Isolate every line in the records below with "Hunter" in it.

━━━━━━

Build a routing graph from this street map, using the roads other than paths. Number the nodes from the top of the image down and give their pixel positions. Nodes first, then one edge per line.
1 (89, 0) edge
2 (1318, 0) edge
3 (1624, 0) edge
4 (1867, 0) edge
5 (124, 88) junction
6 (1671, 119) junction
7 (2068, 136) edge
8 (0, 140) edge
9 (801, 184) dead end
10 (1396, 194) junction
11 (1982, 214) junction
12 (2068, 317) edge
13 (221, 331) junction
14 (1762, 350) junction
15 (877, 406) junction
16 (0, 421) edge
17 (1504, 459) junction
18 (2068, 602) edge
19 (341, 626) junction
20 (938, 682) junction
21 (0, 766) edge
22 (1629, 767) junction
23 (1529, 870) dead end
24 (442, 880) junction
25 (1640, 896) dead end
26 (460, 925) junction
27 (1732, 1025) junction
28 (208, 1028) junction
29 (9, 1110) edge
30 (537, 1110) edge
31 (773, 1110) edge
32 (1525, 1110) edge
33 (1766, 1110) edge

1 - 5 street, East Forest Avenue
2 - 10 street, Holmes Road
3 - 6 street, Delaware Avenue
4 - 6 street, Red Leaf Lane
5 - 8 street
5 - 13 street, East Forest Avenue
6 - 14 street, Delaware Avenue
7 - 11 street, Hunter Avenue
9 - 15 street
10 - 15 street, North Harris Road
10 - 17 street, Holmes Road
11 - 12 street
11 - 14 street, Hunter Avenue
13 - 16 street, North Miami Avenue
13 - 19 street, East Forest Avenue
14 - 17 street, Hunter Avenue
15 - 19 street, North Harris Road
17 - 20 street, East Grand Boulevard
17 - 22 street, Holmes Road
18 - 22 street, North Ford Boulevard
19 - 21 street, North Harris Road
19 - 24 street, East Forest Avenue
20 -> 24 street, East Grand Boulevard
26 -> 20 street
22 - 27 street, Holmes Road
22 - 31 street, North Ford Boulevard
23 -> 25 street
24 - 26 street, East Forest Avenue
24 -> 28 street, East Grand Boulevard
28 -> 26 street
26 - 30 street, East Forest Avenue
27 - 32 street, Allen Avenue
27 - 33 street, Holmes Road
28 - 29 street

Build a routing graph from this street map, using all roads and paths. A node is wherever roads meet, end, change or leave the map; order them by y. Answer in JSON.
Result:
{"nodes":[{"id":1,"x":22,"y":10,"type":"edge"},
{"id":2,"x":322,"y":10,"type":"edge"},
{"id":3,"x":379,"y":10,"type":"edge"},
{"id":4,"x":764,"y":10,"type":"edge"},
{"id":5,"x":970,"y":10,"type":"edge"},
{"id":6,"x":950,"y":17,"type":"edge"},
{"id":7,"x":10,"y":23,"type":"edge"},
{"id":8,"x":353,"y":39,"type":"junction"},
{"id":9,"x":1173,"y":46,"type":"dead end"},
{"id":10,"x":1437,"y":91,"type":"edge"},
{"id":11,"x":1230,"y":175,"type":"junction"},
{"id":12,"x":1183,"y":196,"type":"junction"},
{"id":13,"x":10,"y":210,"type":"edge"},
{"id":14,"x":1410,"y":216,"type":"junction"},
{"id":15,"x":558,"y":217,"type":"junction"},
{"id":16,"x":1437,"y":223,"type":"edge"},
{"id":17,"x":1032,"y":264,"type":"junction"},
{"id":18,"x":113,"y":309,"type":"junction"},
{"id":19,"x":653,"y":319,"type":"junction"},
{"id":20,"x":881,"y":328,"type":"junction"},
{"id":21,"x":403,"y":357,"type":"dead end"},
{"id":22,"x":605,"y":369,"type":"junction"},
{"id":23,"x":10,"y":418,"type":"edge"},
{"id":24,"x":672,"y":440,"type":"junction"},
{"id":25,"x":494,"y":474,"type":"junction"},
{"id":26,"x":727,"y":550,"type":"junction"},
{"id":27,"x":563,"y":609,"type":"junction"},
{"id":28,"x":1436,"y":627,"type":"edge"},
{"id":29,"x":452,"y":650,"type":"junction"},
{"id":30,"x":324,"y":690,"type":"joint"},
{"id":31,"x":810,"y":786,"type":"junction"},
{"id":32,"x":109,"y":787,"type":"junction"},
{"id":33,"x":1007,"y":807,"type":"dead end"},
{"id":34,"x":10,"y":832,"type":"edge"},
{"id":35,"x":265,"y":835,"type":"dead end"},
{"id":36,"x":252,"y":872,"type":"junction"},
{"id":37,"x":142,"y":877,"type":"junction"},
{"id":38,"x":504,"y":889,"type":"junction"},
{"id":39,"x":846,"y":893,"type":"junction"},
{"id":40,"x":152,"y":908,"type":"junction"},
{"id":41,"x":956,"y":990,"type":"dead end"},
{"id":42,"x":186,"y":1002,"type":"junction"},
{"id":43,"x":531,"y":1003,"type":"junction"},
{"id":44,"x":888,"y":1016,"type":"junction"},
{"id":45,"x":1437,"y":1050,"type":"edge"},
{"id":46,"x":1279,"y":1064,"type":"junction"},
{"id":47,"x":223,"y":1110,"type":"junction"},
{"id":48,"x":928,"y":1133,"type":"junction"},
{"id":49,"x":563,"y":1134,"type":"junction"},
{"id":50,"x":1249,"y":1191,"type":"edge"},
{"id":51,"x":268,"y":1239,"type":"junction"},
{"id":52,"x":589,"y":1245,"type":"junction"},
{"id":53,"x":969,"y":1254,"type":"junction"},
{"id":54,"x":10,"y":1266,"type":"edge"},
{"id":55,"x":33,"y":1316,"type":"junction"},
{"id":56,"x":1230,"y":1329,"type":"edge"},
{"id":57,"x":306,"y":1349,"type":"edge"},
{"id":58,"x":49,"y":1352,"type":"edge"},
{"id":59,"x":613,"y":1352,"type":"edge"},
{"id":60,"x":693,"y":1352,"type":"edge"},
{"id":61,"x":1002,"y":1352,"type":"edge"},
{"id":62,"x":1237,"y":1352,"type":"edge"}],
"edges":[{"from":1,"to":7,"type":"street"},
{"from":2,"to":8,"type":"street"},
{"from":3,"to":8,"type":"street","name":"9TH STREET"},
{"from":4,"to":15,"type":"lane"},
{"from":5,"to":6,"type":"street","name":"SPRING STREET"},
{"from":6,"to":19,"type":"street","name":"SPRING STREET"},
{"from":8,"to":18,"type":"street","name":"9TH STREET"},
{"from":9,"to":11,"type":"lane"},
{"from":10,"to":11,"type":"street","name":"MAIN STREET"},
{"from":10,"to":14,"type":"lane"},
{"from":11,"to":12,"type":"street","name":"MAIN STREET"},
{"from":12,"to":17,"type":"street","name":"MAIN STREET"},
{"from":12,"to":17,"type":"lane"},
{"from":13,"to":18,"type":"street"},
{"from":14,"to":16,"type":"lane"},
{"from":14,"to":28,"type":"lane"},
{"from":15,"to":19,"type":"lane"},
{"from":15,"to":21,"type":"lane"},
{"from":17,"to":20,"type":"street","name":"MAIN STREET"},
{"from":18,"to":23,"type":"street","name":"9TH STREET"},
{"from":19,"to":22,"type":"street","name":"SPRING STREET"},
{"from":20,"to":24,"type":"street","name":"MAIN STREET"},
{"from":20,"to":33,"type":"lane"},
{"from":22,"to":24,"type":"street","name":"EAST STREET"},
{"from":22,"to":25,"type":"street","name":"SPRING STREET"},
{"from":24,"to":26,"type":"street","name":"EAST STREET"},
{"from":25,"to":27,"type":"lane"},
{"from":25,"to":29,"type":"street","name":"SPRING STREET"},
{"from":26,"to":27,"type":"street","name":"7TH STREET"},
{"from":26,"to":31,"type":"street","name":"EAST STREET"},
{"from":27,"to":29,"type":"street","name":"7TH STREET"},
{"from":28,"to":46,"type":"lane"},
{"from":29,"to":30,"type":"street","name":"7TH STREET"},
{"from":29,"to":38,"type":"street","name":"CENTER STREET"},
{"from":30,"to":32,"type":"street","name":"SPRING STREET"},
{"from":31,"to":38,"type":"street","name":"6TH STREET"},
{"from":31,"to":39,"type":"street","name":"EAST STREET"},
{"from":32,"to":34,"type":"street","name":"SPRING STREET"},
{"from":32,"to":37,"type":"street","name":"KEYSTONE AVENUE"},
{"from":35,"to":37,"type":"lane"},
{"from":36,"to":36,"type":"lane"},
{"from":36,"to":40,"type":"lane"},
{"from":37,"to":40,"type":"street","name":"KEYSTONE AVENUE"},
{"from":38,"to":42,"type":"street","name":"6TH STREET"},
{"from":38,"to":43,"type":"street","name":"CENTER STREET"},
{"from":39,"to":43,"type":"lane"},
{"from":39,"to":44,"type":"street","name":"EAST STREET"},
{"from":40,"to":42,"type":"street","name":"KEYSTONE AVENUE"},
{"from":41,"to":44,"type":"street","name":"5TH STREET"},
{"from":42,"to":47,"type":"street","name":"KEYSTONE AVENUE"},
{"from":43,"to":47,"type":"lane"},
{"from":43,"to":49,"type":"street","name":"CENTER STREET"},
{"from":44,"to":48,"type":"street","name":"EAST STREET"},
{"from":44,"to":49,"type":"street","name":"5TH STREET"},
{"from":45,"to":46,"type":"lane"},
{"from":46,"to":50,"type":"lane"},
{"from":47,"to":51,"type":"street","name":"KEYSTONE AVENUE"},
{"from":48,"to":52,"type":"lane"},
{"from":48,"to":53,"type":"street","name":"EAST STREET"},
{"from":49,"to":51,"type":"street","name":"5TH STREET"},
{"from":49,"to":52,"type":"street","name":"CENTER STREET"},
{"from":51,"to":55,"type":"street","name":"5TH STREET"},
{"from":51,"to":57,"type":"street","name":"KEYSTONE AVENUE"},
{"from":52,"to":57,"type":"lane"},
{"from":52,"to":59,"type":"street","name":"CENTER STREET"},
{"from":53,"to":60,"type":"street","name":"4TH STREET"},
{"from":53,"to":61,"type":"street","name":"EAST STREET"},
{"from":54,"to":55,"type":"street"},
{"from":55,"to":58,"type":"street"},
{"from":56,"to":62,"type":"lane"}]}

━━━━━━

Answer for the task>
7 - 11 street, Hunter Avenue
11 - 14 street, Hunter Avenue
14 - 17 street, Hunter Avenue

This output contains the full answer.